As early as Jan. 5, he said, Mr. Pearl had asked him if it would be possible to meet with Mr. Gilani. Mr. Faruqi said an intermediary put him in touch with a man calling himself Chaudry Bashir, who claimed to be close to Mr. Gilani.
Mr. Faruqi said he later identified this man as Omar Sheikh, 28, the chief defendant in the case. Prosecutors say Mr. Sheikh also used the name Chaudry Bashir when he communicated with Mr. Pearl by e-mail.
On Jan. 11, Mr. Faruqi testified, he and Mr. Pearl met for three hours with Mr. Sheikh in a hotel room in the city of Rawalpindi. 'He promised Daniel Pearl he would get in touch with Gilani,' Mr. Faruqi told the court.
One week later, he said, Mr. Pearl called to tell him he was flying to Karachi, where a meeting had been arranged.
On the morning of Jan. 23, Mr. Faruqi said, he received a telephone call from Mr. Pearl, who said, 'Give me a quick reply. Is it safe to meet with Gilani?' It was on that evening that Mr. Pearl disappeared.
In cross examination, Mr. Naveed said, one of the defense lawyers, Rai Bashir, accused both Mr. Pearl and Mr. Faruqi of being spies for both Israel and the United States.
'You are an undercover agent and Pearl was also an agent of the Jews,' Mr. Naveed quoted the lawyer as saying. 'Whatever you are saying is said under police pressure.' He said Mr. Faruqi dismissed the allegation as untrue.
Mr. Naveed said most of the remaining witnesses in the case are expected to provide only formal testimony about dates and places.
One prospective witness is a magistrate who is to read to the court the statements of two defendants — Fahad Naseem and Sheikh Muhammad Adeel — who have apparently linked Mr. Sheikh to the e-mail messages.

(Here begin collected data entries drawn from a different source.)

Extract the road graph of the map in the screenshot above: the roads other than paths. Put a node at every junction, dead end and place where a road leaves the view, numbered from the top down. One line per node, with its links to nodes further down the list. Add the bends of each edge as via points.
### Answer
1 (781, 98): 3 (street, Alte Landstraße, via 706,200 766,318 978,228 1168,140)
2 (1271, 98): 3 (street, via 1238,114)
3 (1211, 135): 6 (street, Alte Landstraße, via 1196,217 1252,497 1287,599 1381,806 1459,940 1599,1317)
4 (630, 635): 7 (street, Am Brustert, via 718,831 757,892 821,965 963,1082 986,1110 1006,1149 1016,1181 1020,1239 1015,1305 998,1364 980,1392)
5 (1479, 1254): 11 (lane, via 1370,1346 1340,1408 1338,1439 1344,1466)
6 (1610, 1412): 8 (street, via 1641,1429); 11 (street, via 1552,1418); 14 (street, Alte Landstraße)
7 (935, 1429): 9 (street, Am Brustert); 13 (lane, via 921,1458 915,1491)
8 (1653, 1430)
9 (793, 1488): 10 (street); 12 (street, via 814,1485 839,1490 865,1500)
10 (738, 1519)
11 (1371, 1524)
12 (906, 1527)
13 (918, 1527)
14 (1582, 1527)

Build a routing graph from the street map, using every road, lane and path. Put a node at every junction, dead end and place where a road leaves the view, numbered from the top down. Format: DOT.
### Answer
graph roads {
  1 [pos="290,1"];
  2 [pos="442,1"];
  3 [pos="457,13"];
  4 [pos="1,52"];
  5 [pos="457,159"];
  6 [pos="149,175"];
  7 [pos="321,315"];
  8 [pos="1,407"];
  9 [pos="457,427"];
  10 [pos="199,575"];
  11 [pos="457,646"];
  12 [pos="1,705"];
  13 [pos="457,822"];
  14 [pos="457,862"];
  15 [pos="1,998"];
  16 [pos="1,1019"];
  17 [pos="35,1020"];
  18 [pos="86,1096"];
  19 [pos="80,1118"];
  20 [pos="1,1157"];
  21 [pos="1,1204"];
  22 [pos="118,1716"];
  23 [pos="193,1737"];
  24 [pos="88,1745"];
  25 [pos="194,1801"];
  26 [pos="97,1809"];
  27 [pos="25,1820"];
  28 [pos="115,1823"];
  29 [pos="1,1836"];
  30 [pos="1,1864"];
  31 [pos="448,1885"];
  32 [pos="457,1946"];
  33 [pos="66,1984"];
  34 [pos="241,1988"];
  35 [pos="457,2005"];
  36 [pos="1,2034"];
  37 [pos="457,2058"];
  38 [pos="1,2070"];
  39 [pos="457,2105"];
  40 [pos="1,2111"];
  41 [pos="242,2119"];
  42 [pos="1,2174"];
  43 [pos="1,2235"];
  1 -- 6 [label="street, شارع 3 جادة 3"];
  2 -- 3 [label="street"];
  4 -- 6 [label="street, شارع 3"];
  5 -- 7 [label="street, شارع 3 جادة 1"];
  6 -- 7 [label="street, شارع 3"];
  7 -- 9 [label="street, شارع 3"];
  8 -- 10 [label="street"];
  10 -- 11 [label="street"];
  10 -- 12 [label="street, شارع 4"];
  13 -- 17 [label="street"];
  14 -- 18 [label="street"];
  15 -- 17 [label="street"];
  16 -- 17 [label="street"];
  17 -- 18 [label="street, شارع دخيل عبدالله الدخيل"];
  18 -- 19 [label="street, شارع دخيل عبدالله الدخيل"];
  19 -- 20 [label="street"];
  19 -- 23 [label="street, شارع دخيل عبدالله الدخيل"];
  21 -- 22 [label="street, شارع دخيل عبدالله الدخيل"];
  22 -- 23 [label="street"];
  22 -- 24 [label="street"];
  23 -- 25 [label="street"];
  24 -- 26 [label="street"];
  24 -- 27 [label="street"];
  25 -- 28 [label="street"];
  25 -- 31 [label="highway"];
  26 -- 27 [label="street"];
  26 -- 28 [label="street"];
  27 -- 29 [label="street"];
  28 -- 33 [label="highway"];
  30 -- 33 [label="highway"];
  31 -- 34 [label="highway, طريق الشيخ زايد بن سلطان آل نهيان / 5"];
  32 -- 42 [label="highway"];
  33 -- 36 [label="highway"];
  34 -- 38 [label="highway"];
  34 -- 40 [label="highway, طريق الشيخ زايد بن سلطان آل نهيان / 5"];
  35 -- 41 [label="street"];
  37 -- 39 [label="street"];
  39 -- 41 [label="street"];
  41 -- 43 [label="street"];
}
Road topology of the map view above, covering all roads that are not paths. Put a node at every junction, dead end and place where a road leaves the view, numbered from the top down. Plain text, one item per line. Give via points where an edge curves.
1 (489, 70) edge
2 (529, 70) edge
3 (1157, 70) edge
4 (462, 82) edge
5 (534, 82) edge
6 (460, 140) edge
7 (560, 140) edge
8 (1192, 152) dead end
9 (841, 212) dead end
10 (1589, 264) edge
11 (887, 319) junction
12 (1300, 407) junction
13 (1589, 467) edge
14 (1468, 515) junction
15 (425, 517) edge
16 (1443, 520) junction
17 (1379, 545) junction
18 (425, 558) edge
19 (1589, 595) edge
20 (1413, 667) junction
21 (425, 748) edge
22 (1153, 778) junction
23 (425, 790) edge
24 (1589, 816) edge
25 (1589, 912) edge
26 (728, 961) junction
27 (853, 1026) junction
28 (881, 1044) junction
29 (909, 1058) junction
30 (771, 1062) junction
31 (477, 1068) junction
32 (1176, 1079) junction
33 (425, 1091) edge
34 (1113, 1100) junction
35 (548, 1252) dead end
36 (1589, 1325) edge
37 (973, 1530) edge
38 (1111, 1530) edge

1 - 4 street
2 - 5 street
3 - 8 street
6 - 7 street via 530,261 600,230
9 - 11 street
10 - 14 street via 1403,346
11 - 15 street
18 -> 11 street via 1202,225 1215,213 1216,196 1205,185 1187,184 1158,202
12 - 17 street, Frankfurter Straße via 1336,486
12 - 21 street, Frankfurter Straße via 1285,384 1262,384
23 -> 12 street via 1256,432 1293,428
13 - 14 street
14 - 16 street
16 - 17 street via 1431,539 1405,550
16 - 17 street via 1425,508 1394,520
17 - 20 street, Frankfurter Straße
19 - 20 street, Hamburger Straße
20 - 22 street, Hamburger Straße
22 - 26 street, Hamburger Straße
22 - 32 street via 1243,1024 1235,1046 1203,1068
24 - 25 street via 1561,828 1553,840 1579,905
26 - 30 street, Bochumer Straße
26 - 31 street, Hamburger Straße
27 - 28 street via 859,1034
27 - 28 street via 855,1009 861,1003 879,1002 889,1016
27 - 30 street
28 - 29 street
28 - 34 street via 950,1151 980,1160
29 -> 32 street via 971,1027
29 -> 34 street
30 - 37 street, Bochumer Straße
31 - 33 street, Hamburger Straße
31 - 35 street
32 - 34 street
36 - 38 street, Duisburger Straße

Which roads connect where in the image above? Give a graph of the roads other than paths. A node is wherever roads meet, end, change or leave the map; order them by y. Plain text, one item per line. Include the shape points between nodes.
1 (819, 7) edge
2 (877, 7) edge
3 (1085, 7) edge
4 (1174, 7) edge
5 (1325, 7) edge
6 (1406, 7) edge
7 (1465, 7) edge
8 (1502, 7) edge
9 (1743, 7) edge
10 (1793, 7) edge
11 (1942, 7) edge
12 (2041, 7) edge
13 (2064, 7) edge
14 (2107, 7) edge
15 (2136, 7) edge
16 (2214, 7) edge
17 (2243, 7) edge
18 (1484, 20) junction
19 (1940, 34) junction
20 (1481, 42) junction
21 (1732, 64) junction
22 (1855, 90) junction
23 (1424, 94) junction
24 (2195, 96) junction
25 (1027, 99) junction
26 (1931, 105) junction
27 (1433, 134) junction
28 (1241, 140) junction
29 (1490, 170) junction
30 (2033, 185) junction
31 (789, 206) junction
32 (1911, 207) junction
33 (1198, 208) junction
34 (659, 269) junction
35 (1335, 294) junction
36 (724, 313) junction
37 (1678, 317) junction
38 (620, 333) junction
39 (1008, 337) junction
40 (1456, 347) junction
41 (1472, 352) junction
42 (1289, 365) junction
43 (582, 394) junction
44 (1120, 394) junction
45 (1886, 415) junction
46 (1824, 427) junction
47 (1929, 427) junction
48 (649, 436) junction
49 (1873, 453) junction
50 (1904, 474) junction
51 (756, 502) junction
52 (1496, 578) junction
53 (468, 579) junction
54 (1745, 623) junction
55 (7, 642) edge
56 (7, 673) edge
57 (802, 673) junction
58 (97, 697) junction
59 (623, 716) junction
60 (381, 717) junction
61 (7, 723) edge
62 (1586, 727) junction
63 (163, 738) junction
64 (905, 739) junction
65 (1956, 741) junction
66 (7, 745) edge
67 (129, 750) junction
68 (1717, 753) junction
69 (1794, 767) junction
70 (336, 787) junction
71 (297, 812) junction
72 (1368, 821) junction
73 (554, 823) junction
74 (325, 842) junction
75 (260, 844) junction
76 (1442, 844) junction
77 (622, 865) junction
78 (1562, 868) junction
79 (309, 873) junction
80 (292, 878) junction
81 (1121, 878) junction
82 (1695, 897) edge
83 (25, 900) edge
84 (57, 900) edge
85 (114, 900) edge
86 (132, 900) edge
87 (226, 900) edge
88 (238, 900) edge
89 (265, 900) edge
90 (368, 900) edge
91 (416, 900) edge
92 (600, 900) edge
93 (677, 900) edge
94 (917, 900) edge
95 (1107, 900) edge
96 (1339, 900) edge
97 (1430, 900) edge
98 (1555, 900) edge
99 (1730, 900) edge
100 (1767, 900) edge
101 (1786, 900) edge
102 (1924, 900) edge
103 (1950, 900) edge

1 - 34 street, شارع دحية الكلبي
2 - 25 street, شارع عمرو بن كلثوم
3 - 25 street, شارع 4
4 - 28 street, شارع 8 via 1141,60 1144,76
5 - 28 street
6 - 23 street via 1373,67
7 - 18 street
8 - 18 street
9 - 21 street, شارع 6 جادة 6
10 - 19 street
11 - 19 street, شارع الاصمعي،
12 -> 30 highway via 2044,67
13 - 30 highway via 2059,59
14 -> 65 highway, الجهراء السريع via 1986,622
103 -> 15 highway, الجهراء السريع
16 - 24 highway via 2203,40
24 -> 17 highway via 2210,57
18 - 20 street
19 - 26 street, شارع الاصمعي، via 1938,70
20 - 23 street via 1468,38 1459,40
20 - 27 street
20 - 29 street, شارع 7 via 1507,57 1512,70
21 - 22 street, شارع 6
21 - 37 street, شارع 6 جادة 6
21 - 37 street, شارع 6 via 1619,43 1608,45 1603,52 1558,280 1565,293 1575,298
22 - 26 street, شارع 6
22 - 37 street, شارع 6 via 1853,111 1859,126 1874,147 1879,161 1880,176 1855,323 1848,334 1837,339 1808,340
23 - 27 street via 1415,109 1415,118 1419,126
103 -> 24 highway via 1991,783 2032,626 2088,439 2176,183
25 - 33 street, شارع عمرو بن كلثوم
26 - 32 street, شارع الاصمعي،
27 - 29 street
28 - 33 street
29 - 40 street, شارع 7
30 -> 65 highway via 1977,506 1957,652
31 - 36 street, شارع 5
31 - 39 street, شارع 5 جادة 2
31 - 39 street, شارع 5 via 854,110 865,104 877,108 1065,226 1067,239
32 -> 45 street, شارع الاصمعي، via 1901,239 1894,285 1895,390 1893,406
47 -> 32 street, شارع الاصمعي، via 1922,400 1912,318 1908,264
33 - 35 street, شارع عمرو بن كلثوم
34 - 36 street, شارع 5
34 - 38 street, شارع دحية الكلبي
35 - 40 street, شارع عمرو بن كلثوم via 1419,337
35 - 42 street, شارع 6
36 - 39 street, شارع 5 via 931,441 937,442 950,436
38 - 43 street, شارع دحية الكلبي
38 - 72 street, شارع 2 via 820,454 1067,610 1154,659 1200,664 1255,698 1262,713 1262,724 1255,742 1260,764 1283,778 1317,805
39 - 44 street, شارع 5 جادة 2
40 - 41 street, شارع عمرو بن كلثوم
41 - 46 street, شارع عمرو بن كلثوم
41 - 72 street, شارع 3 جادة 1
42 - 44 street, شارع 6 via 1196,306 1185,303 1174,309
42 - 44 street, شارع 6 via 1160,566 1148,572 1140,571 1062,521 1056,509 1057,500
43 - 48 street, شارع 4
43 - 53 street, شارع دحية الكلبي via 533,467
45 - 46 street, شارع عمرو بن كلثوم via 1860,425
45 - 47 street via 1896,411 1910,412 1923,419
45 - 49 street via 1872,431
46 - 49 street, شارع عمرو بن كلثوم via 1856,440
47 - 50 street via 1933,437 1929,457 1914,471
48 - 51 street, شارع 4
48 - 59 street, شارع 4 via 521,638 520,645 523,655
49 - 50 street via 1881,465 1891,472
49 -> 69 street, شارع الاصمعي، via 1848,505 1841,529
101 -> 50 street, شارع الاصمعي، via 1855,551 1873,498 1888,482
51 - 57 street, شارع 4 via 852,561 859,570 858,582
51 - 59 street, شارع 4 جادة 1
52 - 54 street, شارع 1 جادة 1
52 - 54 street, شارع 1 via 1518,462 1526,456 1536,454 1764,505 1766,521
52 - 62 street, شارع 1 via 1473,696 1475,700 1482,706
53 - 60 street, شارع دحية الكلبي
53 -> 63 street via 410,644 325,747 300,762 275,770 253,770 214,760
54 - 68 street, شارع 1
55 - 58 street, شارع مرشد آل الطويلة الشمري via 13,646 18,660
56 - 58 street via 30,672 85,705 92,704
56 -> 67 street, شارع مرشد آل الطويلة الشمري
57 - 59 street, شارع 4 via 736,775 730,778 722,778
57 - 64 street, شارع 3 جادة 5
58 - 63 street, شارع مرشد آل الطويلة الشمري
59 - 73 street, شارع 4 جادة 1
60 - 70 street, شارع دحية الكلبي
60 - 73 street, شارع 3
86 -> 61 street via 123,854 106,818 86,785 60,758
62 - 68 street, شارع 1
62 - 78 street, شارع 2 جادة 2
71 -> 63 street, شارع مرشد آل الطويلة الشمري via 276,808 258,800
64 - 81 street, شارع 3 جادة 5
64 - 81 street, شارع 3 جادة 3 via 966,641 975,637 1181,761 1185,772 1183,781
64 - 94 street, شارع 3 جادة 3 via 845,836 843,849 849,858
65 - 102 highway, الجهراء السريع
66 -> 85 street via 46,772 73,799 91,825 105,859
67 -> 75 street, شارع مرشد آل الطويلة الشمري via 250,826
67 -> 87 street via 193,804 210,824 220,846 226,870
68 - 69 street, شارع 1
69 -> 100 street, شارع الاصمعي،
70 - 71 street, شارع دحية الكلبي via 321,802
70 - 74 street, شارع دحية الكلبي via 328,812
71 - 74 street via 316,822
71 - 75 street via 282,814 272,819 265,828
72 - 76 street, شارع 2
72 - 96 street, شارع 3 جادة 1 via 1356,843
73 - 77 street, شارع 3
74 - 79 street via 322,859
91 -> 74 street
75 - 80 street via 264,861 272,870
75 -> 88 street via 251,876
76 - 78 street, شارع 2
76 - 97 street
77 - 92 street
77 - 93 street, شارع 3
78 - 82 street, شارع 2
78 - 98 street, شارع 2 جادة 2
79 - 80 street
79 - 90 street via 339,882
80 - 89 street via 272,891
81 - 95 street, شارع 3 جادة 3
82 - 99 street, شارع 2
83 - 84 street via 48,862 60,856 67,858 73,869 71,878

The fourth defendant, Salman Saqib, has been the most vocal throughout the case, shouting at one point that he had been tortured by the police and then on Tuesday accusing a witness of being a stooge for Jewish interests.
Today he made no outbursts, Mr. Naveed said. But Mr. Qureshi, the prosecutor, complained to the judge that Mr. Saqib had made a remark threatening his life.